◆ WORK TO BE COMPLETED
Could you copy every line of the data that contains the word "image"?

··· DATA SECTION ···

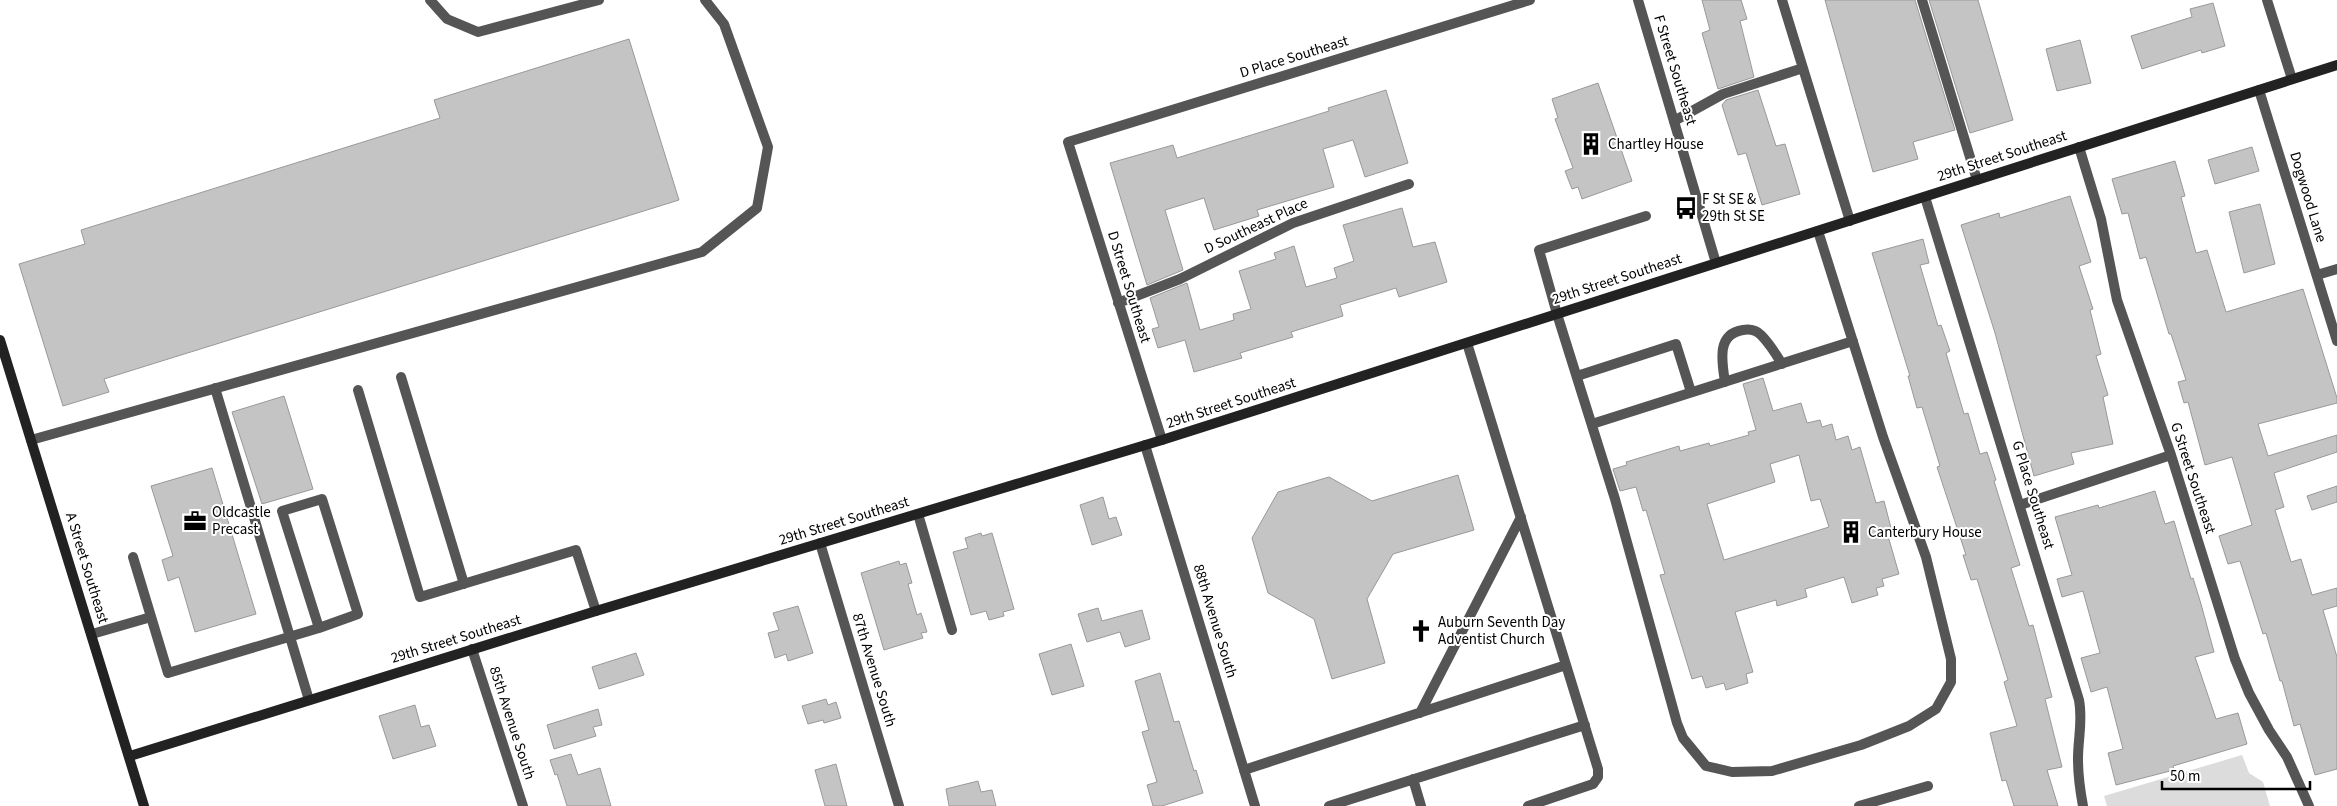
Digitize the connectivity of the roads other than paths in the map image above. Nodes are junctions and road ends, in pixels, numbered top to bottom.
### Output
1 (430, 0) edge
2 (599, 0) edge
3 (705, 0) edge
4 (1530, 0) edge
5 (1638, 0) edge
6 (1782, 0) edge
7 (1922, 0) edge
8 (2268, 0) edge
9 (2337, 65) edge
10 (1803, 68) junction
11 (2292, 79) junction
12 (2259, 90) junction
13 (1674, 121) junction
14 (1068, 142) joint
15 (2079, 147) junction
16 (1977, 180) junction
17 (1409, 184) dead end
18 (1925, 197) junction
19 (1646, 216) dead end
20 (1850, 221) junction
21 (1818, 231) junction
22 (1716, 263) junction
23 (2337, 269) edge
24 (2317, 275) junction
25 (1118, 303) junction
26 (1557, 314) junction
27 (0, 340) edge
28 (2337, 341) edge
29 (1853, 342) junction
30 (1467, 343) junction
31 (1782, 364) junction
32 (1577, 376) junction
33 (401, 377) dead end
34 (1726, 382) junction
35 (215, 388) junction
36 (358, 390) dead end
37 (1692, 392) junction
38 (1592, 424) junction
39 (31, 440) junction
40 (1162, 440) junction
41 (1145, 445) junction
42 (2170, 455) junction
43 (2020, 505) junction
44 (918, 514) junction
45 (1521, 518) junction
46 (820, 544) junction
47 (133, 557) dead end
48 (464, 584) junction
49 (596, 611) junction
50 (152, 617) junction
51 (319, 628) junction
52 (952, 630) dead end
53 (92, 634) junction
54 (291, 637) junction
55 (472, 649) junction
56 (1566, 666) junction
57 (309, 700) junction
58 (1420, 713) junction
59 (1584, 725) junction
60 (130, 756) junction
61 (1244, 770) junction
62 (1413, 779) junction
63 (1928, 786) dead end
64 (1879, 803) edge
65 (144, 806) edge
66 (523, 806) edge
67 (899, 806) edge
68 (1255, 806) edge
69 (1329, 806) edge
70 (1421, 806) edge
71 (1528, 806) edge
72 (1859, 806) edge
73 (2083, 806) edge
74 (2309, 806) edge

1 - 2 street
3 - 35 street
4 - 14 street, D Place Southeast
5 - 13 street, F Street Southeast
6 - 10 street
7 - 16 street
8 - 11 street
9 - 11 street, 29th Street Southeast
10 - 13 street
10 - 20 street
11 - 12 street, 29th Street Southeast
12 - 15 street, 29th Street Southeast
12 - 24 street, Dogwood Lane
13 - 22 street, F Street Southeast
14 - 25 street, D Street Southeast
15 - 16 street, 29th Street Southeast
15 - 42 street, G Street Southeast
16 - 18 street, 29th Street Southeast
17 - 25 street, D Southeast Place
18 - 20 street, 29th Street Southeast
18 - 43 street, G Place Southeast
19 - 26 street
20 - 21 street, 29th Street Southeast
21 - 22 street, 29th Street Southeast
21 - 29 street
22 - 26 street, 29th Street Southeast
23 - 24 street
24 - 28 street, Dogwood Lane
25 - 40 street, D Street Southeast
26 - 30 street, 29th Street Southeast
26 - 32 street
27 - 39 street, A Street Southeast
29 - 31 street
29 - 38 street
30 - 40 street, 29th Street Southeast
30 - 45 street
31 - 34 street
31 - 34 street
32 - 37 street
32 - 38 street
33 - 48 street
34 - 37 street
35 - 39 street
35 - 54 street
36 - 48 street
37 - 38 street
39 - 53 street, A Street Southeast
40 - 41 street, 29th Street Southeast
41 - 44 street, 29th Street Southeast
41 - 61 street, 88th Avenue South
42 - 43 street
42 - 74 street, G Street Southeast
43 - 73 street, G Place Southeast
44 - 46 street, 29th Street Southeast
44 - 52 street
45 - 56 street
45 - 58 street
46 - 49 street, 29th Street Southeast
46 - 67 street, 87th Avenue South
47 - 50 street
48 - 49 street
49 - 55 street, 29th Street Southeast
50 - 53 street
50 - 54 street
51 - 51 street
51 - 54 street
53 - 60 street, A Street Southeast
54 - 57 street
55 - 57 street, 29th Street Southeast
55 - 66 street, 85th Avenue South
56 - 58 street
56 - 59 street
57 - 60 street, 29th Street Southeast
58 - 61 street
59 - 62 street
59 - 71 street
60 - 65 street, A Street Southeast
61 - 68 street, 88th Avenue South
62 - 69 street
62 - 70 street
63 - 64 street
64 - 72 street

···
··· DATA SECTION ···

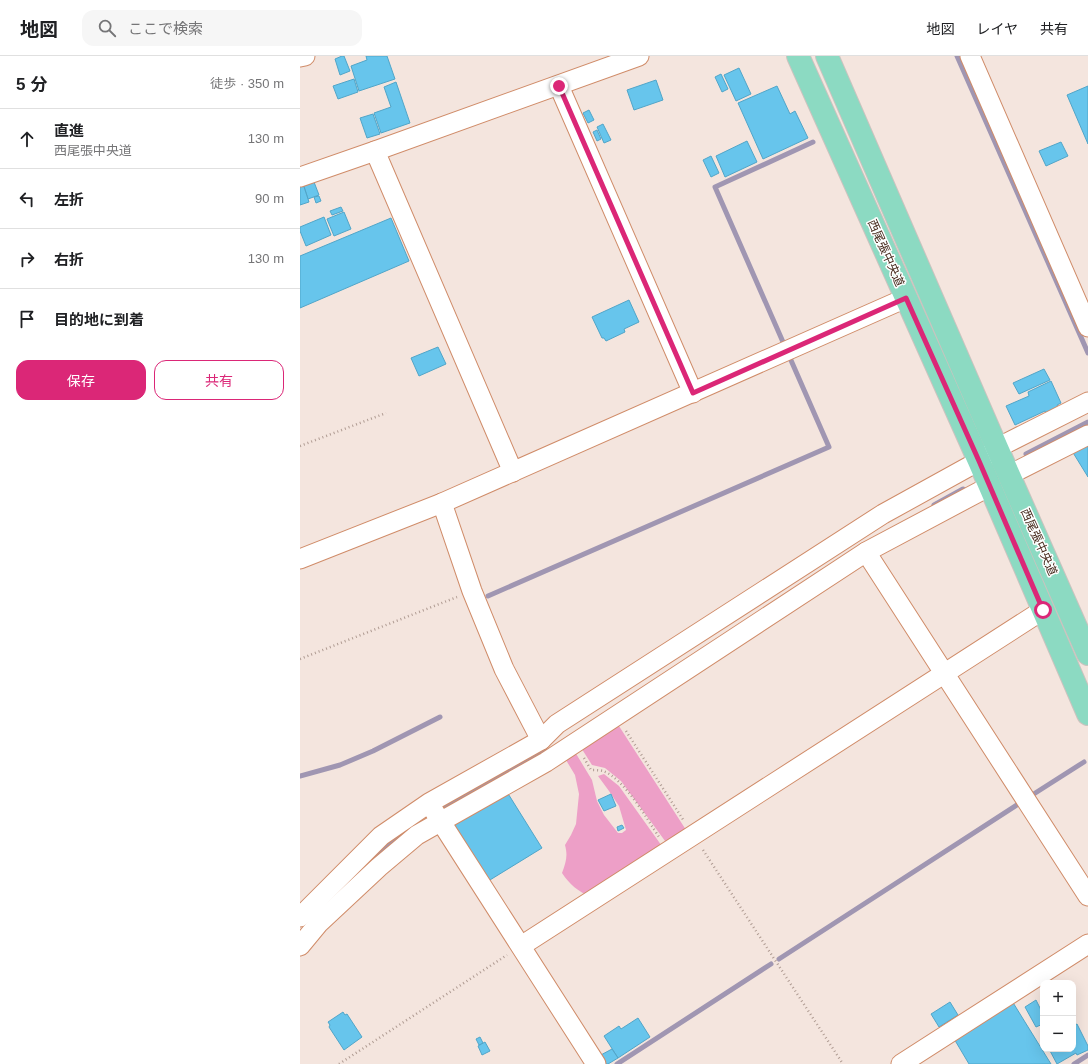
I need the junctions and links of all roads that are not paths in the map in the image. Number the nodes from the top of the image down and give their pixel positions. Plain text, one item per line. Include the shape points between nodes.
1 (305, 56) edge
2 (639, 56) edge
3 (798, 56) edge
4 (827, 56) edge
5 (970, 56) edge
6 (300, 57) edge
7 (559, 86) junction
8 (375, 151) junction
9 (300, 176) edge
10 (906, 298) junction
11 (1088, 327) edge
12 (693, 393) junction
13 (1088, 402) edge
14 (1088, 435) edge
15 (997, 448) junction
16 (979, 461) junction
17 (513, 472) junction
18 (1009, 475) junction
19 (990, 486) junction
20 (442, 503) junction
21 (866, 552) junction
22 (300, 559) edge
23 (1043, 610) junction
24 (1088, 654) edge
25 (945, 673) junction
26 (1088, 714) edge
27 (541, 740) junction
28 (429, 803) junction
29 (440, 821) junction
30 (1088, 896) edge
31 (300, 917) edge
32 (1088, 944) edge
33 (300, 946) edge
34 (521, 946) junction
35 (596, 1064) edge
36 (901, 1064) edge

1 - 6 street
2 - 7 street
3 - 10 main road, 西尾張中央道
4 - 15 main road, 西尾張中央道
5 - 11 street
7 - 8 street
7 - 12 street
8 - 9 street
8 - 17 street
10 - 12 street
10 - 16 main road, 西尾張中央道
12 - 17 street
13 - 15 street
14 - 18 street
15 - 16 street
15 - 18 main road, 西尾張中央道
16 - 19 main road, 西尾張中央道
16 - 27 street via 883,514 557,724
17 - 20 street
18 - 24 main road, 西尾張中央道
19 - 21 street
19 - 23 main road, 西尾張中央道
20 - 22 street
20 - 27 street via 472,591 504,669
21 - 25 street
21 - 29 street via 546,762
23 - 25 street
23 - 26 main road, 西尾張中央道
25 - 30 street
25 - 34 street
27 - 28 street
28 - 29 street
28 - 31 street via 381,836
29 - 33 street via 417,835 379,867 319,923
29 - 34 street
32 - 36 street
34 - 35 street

···

◆ REPLY
Digitize the connectivity of the roads other than paths in the map image above. Nodes are junctions and road ends, in pixels, numbered top to bottom.
I need the junctions and links of all roads that are not paths in the map in the image. Number the nodes from the top of the image down and give their pixel positions. Plain text, one item per line. Include the shape points between nodes.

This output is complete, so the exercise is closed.